HCC datasets from the TCGA database were analyzed using Weighted Gene Co-Expression Network Analysis (WGCNA) to identify genes associated with the cuproptosis phenotype. Hierarchical clustering was first employed to classify the samples, and a scale-free topology standard of \(R2 > 0.85 \) was used to filter the data, with β = 6 determined as the optimal soft-thresholding power to achieve scale-free independence (Fig. 6B). By setting the clustering height of module eigengenes to 0.25, ten gene modules were identified. A dendrogram was constructed to visually represent the hierarchical structure of each module (Fig. 6C). Further correlation analysis between these modules and the cuproptosis phenotype was conducted (Fig. 6D), revealing that the grey and yellow modules were significantly associated with cuproptosis. From these two modules, a total of 2,031 genes were extracted for subsequent in-depth analysis.
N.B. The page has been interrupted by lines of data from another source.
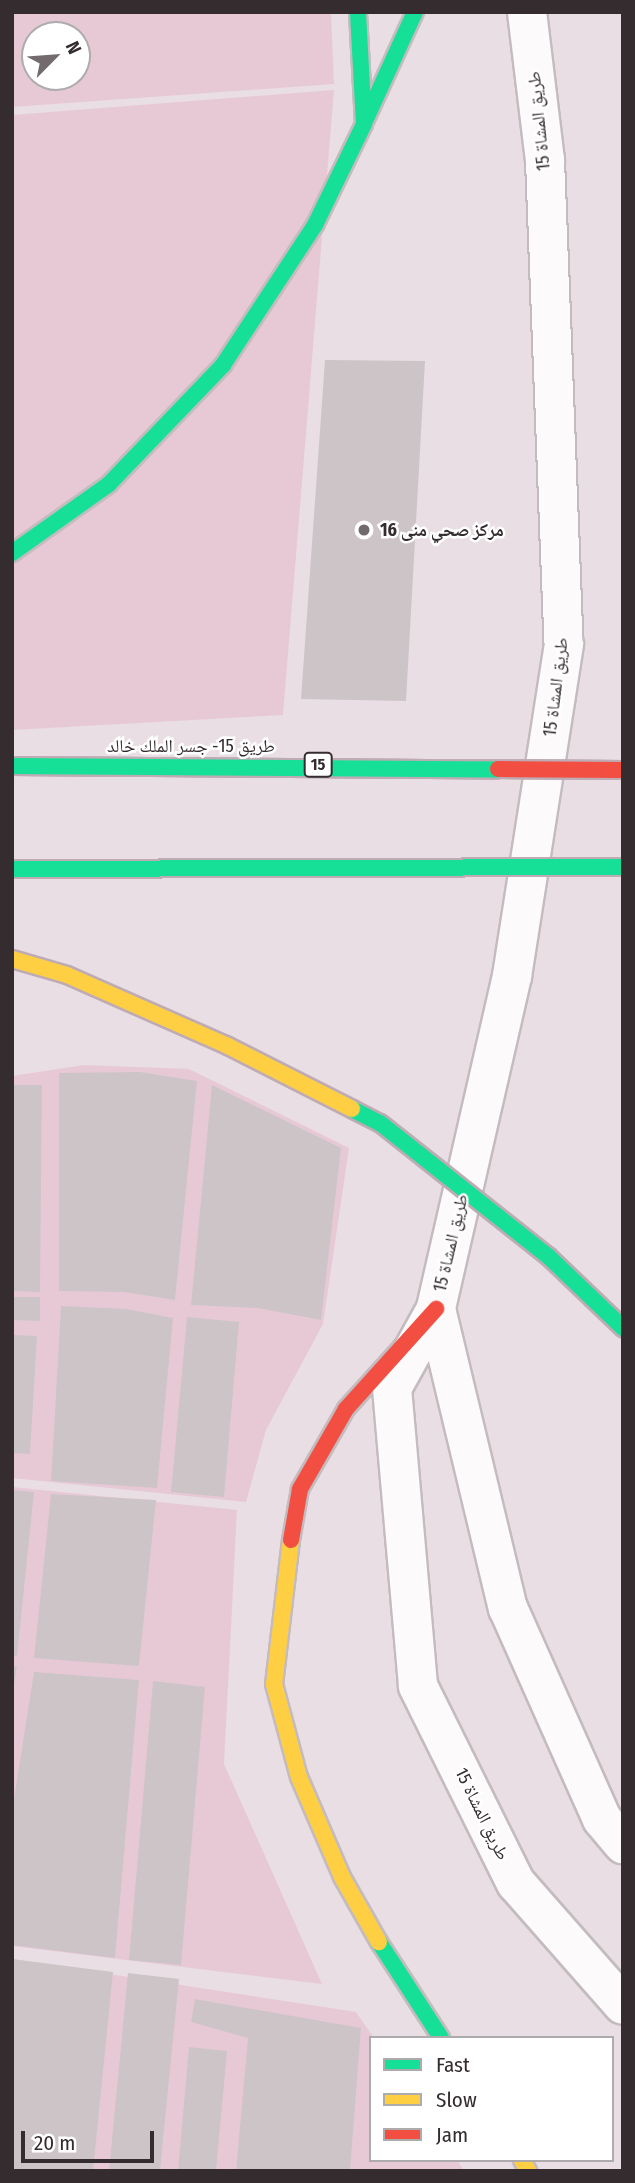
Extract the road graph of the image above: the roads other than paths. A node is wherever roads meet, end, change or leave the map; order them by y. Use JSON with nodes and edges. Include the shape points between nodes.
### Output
{"nodes":[{"id":1,"x":358,"y":12,"type":"edge"},
{"id":2,"x":415,"y":12,"type":"edge"},
{"id":3,"x":527,"y":12,"type":"edge"},
{"id":4,"x":363,"y":124,"type":"junction"},
{"id":5,"x":12,"y":553,"type":"edge"},
{"id":6,"x":12,"y":766,"type":"edge"},
{"id":7,"x":623,"y":770,"type":"edge"},
{"id":8,"x":623,"y":867,"type":"edge"},
{"id":9,"x":12,"y":869,"type":"edge"},
{"id":10,"x":12,"y":959,"type":"edge"},
{"id":11,"x":436,"y":1309,"type":"junction"},
{"id":12,"x":623,"y":1328,"type":"edge"},
{"id":13,"x":623,"y":1844,"type":"edge"},
{"id":14,"x":623,"y":2005,"type":"edge"},
{"id":15,"x":439,"y":2036,"type":"edge"}],
"edges":[{"from":1,"to":4,"type":"main road"},
{"from":2,"to":4,"type":"main road"},
{"from":3,"to":11,"type":"street","name":"طريق المشاة 15","via":[[545,160],[564,644],[512,976]]},
{"from":4,"to":5,"type":"main road","via":[[314,225],[223,365],[109,484]]},
{"from":6,"to":7,"type":"main road","name":"طريق 15- جسر الملك خالد","number":"15","bridge":true},
{"from":8,"to":9,"type":"main road","bridge":true},
{"from":10,"to":12,"type":"main road","bridge":true,"via":[[67,975],[216,1041],[380,1123],[549,1257]]},
{"from":11,"to":13,"type":"street","name":"طريق المشاة 15","via":[[508,1608],[602,1819]]},
{"from":11,"to":14,"type":"street","name":"طريق المشاة 15","via":[[392,1388],[418,1686],[516,1883]]},
{"from":11,"to":15,"type":"main road","via":[[346,1409],[300,1489],[285,1570],[274,1684],[299,1777],[342,1877]]}]}
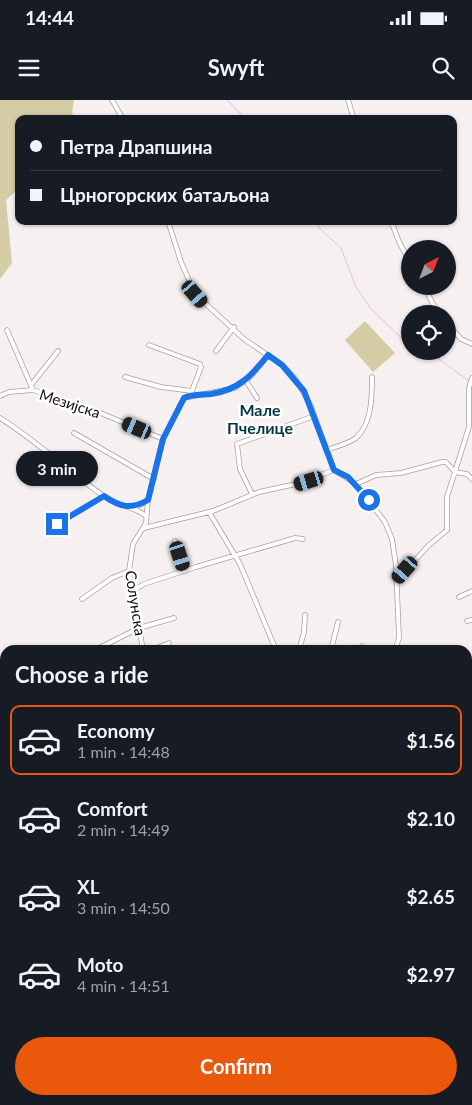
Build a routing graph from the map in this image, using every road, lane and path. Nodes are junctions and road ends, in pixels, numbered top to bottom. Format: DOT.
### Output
graph roads {
  1 [pos="112,100"];
  2 [pos="348,100"];
  3 [pos="121,115"];
  4 [pos="353,115"];
  5 [pos="169,225"];
  6 [pos="393,225"];
  7 [pos="401,246"];
  8 [pos="234,327"];
  9 [pos="7,330"];
  10 [pos="456,333"];
  11 [pos="472,344"];
  12 [pos="149,345"];
  13 [pos="58,351"];
  14 [pos="216,351"];
  15 [pos="261,351"];
  16 [pos="268,355"];
  17 [pos="262,363"];
  18 [pos="125,377"];
  19 [pos="372,377"];
  20 [pos="246,381"];
  21 [pos="471,381"];
  22 [pos="31,385"];
  23 [pos="33,390"];
  24 [pos="192,391"];
  25 [pos="0,396"];
  26 [pos="189,396"];
  27 [pos="257,398"];
  28 [pos="314,416"];
  29 [pos="0,418"];
  30 [pos="74,433"];
  31 [pos="163,439"];
  32 [pos="326,450"];
  33 [pos="334,470"];
  34 [pos="455,472"];
  35 [pos="154,479"];
  36 [pos="472,479"];
  37 [pos="356,484"];
  38 [pos="252,494"];
  39 [pos="104,496"];
  40 [pos="148,500"];
  41 [pos="136,507"];
  42 [pos="209,512"];
  43 [pos="146,516"];
  44 [pos="57,524"];
  45 [pos="142,529"];
  46 [pos="303,539"];
  47 [pos="175,541"];
  48 [pos="235,556"];
  49 [pos="396,566"];
  50 [pos="405,570"];
  51 [pos="129,571"];
  52 [pos="185,571"];
  53 [pos="396,581"];
  54 [pos="134,590"];
  55 [pos="472,591"];
  56 [pos="459,597"];
  57 [pos="82,599"];
  58 [pos="305,615"];
  59 [pos="174,618"];
  60 [pos="338,622"];
  61 [pos="139,628"];
  62 [pos="169,643"];
  63 [pos="104,645"];
  64 [pos="143,645"];
  65 [pos="164,645"];
  66 [pos="274,645"];
  67 [pos="300,645"];
  68 [pos="332,645"];
  69 [pos="397,645"];
  1 -- 3 [label="street"];
  2 -- 4 [label="street"];
  5 -- 8 [label="street"];
  6 -- 7 [label="street"];
  8 -- 14 [label="street"];
  8 -- 15 [label="street"];
  9 -- 22 [label="street, Мезијска"];
  10 -- 11 [label="street"];
  12 -- 24 [label="street, Солунска"];
  13 -- 22 [label="street, Мезијска"];
  15 -- 16 [label="street"];
  15 -- 17 [label="street"];
  16 -- 17 [label="street"];
  16 -- 28 [label="street"];
  17 -- 20 [label="street"];
  18 -- 24 [label="street"];
  19 -- 32 [label="street"];
  20 -- 26 [label="street"];
  20 -- 27 [label="street"];
  21 -- 34 [label="street"];
  22 -- 23 [label="street, Мезијска"];
  23 -- 25 [label="street, Мезијска"];
  23 -- 31 [label="street, Мезијска"];
  24 -- 26 [label="street, Солунска"];
  26 -- 31 [label="street, Солунска"];
  28 -- 32 [label="street"];
  28 -- 38 [label="street"];
  29 -- 39 [label="street"];
  30 -- 35 [label="street"];
  31 -- 35 [label="street, Солунска"];
  32 -- 33 [label="street"];
  33 -- 37 [label="street"];
  33 -- 38 [label="street"];
  34 -- 36 [label="street"];
  34 -- 37 [label="street"];
  34 -- 50 [label="street"];
  35 -- 40 [label="street, Солунска"];
  37 -- 49 [label="street"];
  38 -- 42 [label="street"];
  39 -- 41 [label="street"];
  39 -- 44 [label="street"];
  40 -- 41 [label="street"];
  40 -- 43 [label="street, Солунска"];
  41 -- 43 [label="street"];
  42 -- 45 [label="street"];
  42 -- 48 [label="street"];
  43 -- 45 [label="street, Солунска"];
  45 -- 51 [label="street, Солунска"];
  46 -- 48 [label="street"];
  47 -- 52 [label="street"];
  48 -- 52 [label="street"];
  48 -- 66 [label="street"];
  49 -- 50 [label="street"];
  49 -- 53 [label="street"];
  50 -- 53 [label="street"];
  51 -- 54 [label="street, Солунска"];
  51 -- 57 [label="street"];
  52 -- 54 [label="street"];
  53 -- 69 [label="street"];
  54 -- 61 [label="street, Солунска"];
  55 -- 56 [label="street"];
  58 -- 67 [label="street"];
  59 -- 61 [label="street"];
  60 -- 68 [label="street"];
  61 -- 63 [label="street"];
  61 -- 64 [label="street, Солунска"];
  62 -- 65 [label="street"];
}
Construction of a risk model based on cuproptosis-associated genes

Through the intersection of marker genes from tumor cell subpopulation C2 and cuproptosis-associated genes identified via WGCNA, a total of 447 candidate genes were selected (Figs. 6E, 7A). Univariate Cox regression analysis was performed on these genes to identify potential prognostic markers for HCC within the TCGA cohort. Subsequently, LASSO regression analysis was employed to reduce the number of differentially expressed genes (DEGs) in the final risk model and to prevent overfitting (Fig. 7B). This process yielded 10 genes significantly associated with patient prognosis: SCGN, PPP1R1 A, TUSC1, C1S, AHCY, TFPI, MLEC, DNAJB1, TXN, and LDHA.The functional mechanisms of these ten genes in HCC involve a multidimensional interplay encompassing metabolic reprogramming, immunomicroenvironmental modulation, and epigenetic aberrations. C1S promotes tumor microenvironment immunosuppression by regulating the complement cascade; AHCY disrupts DNA methylation by affecting S-adenosylhomocysteine hydrolase activity, driving tumor stem cell properties; the DNAJB1-PRKACA gene fusion forms an aberrant protein kinase, directly activating the PKA pathway to promote fibrolamellar HCC. In terms of metabolism, TXN enhances glycolysis and immune evasion by modulating HIF-2α signaling, while LDHA suppresses CD8 + T cell function by promoting lactate secretion. Furthermore, SPON2, a core marker of the TIMES system, inhibits recurrence by enhancing NK cell migration and activation, with its mechanism involving the activation of IFN-γ secretion and CD8 + T cell interaction. Other genes such as TFPI delay progression by inhibiting angiogenesis, and TUSC1 may participate in regulation through tumor suppression pathways, but the specific mechanisms require further validation.

Fig. 7.

Fig. 7

A Venn diagram identifying 447 key genes intersecting marker genes from tumor cell subcluster 2 and copper death-related genes from WGCNA. B Trajectory of each independent variable with lambda values and coefficient distribution along the logarithmic (lambda) sequence used for parameter selection. CE Risk plots and expression profiles of 10 genes across high- and low-risk groups in the TCGA, GEO, and ICGC cohorts. FH Kaplan–Meier survival curves of the risk models constructed with 10 genes in TCGA, GEO, and ICGC cohorts. IK ROC curves evaluating the performance of the risk models based on 10 genes in the TCGA, GEO, and ICGC cohorts

Using the coefficients derived from these genes, risk scores were calculated for all samples. Patients in the TCGA cohort were stratified into high-risk and low-risk groups based on the median risk score (Fig. 7C). Kaplan–Meier survival analysis demonstrated that patients in the high-risk group had significantly shorter OS and poorer prognoses compared to those in the low-risk group (Fig. 7F). Furthermore, the risk model exhibited robust predictive accuracy for OS in the TCGA cohort, with AUCvalues of 0.76, 0.76, and 0.80 for 1-year, 3-year, and 5-year survival, respectively (Fig. 7I).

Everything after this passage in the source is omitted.